Investigadores da Universidade de Alberta encontraram recentemente provas de 88 potenciais sepulturas não marcadas perto da escola Residencial Indígena de S. Bruno em Joussard, no norte da província, a cerca de 335 quilómetros de Edmonton.
Kisha Supernant, que é da região e liderou a pesquisa, disse que o projeto se centrou nas áreas apontadas pelos sobreviventes da escola residencial e pelos anciãos da comunidade.
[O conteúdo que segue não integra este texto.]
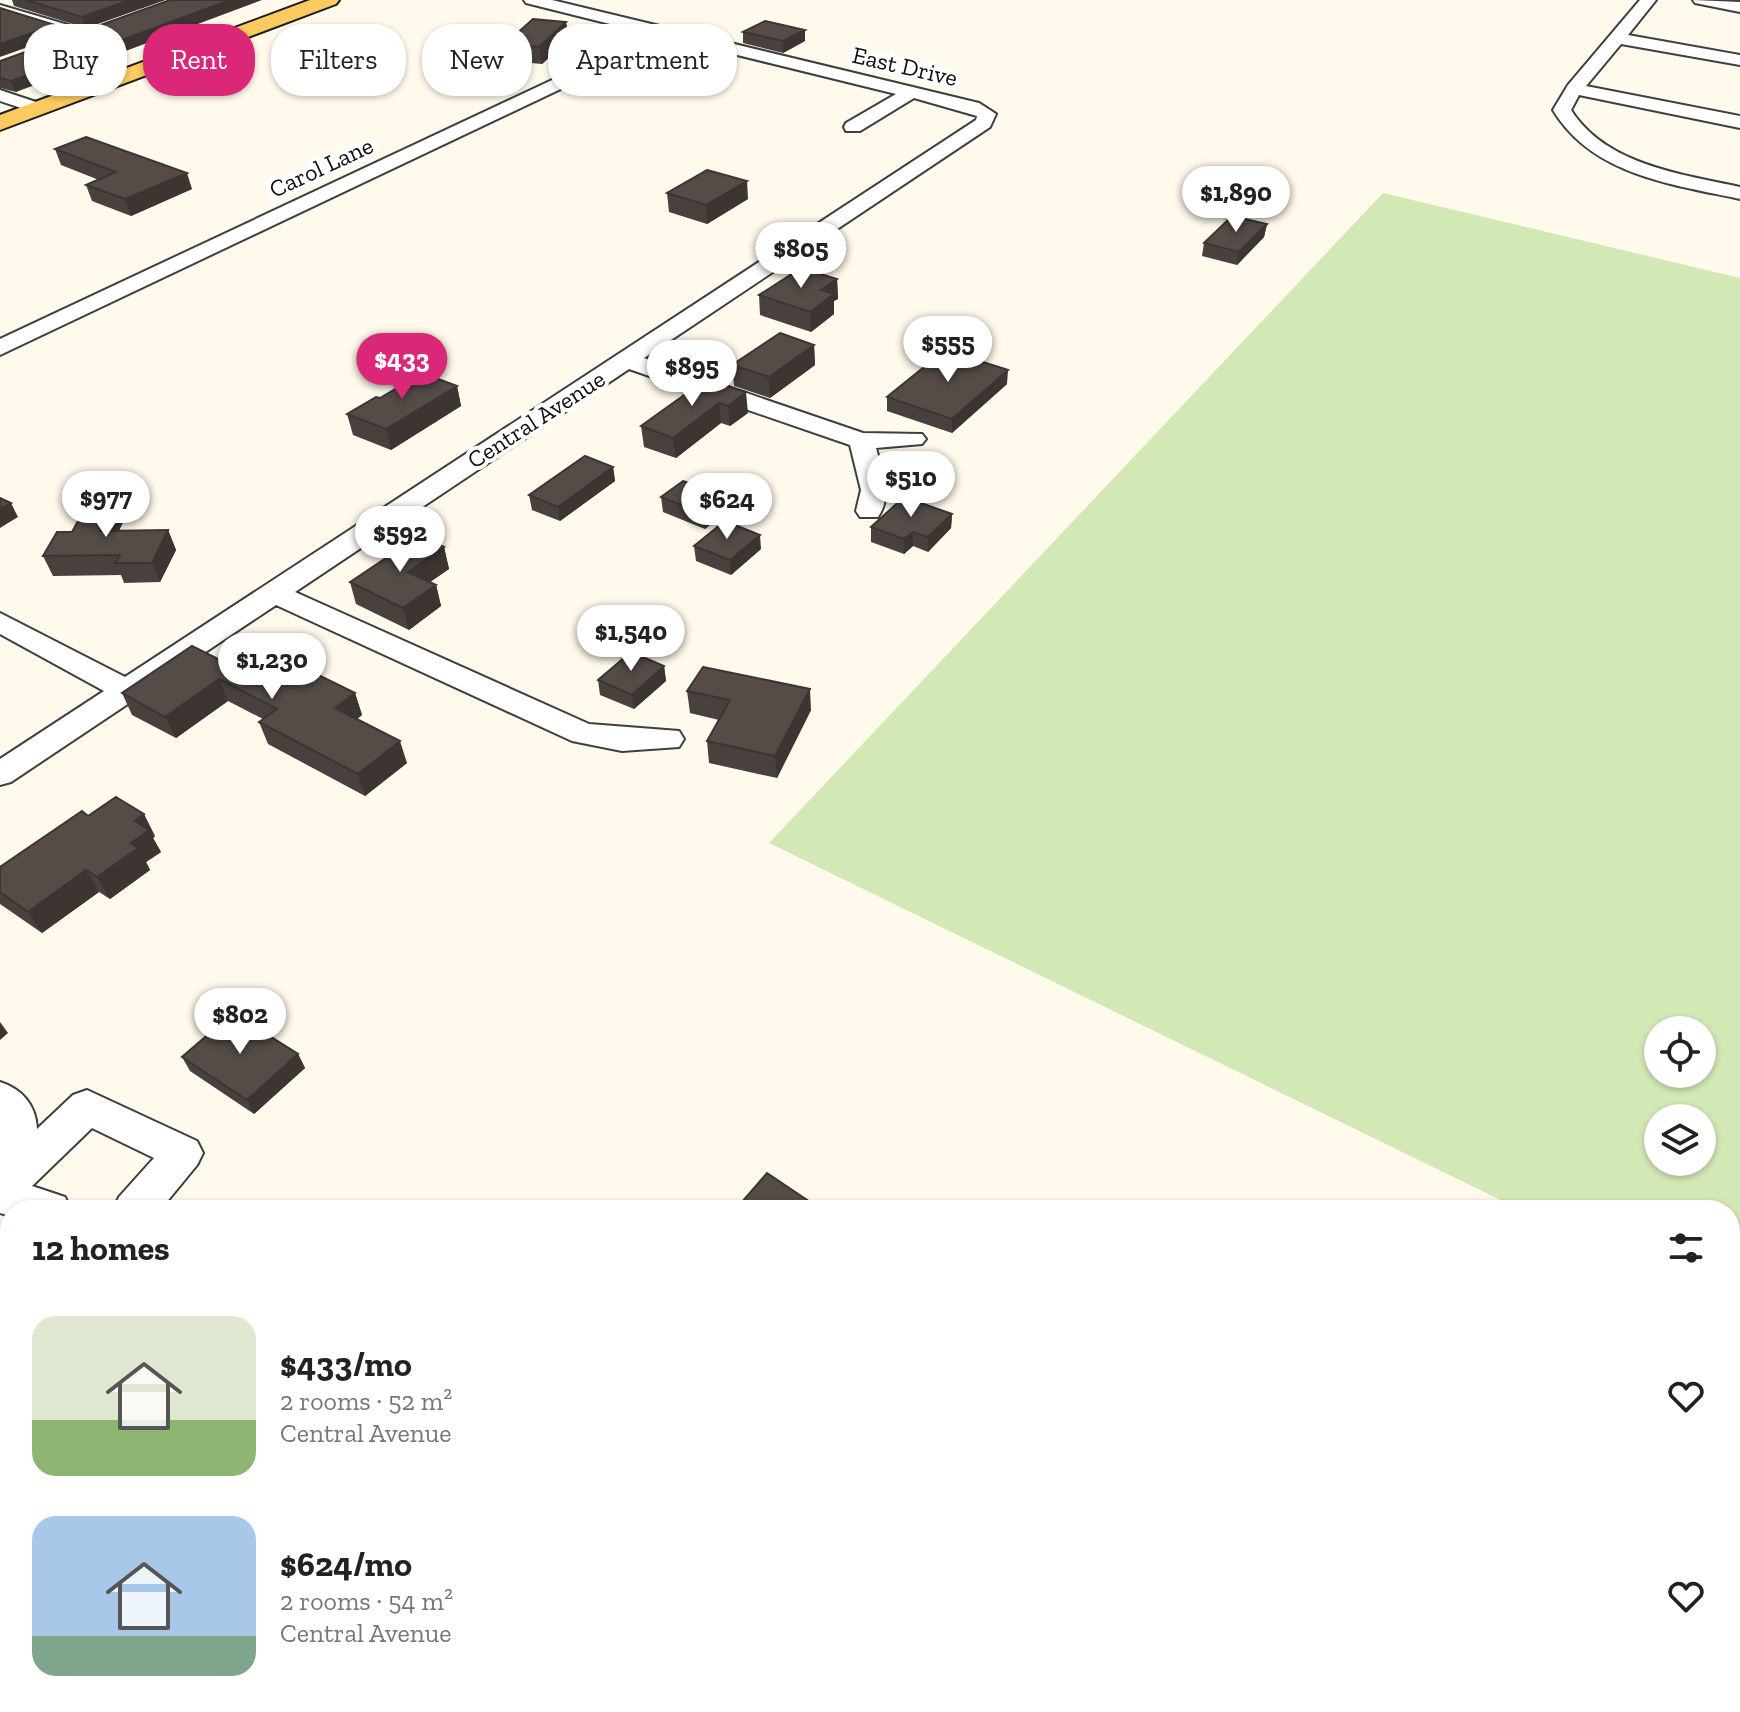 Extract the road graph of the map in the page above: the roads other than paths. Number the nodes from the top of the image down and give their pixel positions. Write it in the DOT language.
graph roads {
  1 [pos="329,0"];
  2 [pos="532,0"];
  3 [pos="1648,0"];
  4 [pos="1701,0"];
  5 [pos="1740,7"];
  6 [pos="0,10"];
  7 [pos="57,24"];
  8 [pos="629,24"];
  9 [pos="1617,38"];
  10 [pos="737,50"];
  11 [pos="1740,60"];
  12 [pos="548,88"];
  13 [pos="1574,89"];
  14 [pos="911,92"];
  15 [pos="0,95"];
  16 [pos="39,109"];
  17 [pos="987,114"];
  18 [pos="1740,122"];
  19 [pos="0,123"];
  20 [pos="853,127"];
  21 [pos="1740,193"];
  22 [pos="0,348"];
  23 [pos="626,360"];
  24 [pos="913,439"];
  25 [pos="861,441"];
  26 [pos="869,511"];
  27 [pos="273,593"];
  28 [pos="0,622"];
  29 [pos="126,690"];
  30 [pos="668,739"];
  31 [pos="0,774"];
  32 [pos="0,1098"];
  33 [pos="0,1161"];
  34 [pos="0,1193"];
  35 [pos="21,1200"];
  36 [pos="143,1200"];
  1 -- 16 [label="main road"];
  2 -- 8 [label="street, East Drive"];
  3 -- 9 [label="street"];
  4 -- 5 [label="street"];
  6 -- 7 [label="street"];
  9 -- 11 [label="street"];
  9 -- 13 [label="street"];
  10 -- 14 [label="street, East Drive"];
  12 -- 22 [label="street, Carol Lane"];
  13 -- 18 [label="street"];
  13 -- 21 [label="street"];
  14 -- 17 [label="street, East Drive"];
  14 -- 20 [label="street"];
  15 -- 16 [label="street"];
  16 -- 19 [label="main road"];
  17 -- 23 [label="street, Central Avenue"];
  23 -- 25 [label="street"];
  23 -- 27 [label="street, Central Avenue"];
  24 -- 25 [label="street"];
  25 -- 26 [label="street"];
  27 -- 29 [label="street, Central Avenue"];
  27 -- 30 [label="street"];
  28 -- 29 [label="street"];
  29 -- 31 [label="street, Central Avenue"];
  32 -- 33 [label="street"];
  34 -- 35 [label="street"];
  34 -- 36 [label="street"];
}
A equipa de investigadores inspecionou 4.500 metros quadrados de terreno, utilizando um radar de penetração no solo para procurar fossas ou poços de sepulturas.
Kisha Supernant disse que a equipa encontrou sinais de sepulturas não marcadas fora da área do cemitério da escola em dois locais, um deles perto da oficina nos terrenos da escola, o outro perto da residência do padre.
Entretanto, os chefes da Assembleia das Primeiras Nações votaram a favor da destituição de RoseAnne Archibald do cargo de chefe nacional.
A moção precisava do apoio de 60% dos líderes das Primeiras Nações presentes para ser aprovada. Acabou por obter 71%, ou seja, 163 dos 231 votos expressos.
A eleição de um novo chefe nacional terá lugar na assembleia anual especial dos chefes, em dezembro.
Os problemas aumentaram em junho de 2022, quando cinco dos funcionários superiores acusaram Archibald de má conduta. Os chefes regionais da Assembleia das Primeiras Nações lançaram então um inquérito externo sobre a conduta da agora ex-líder nacional.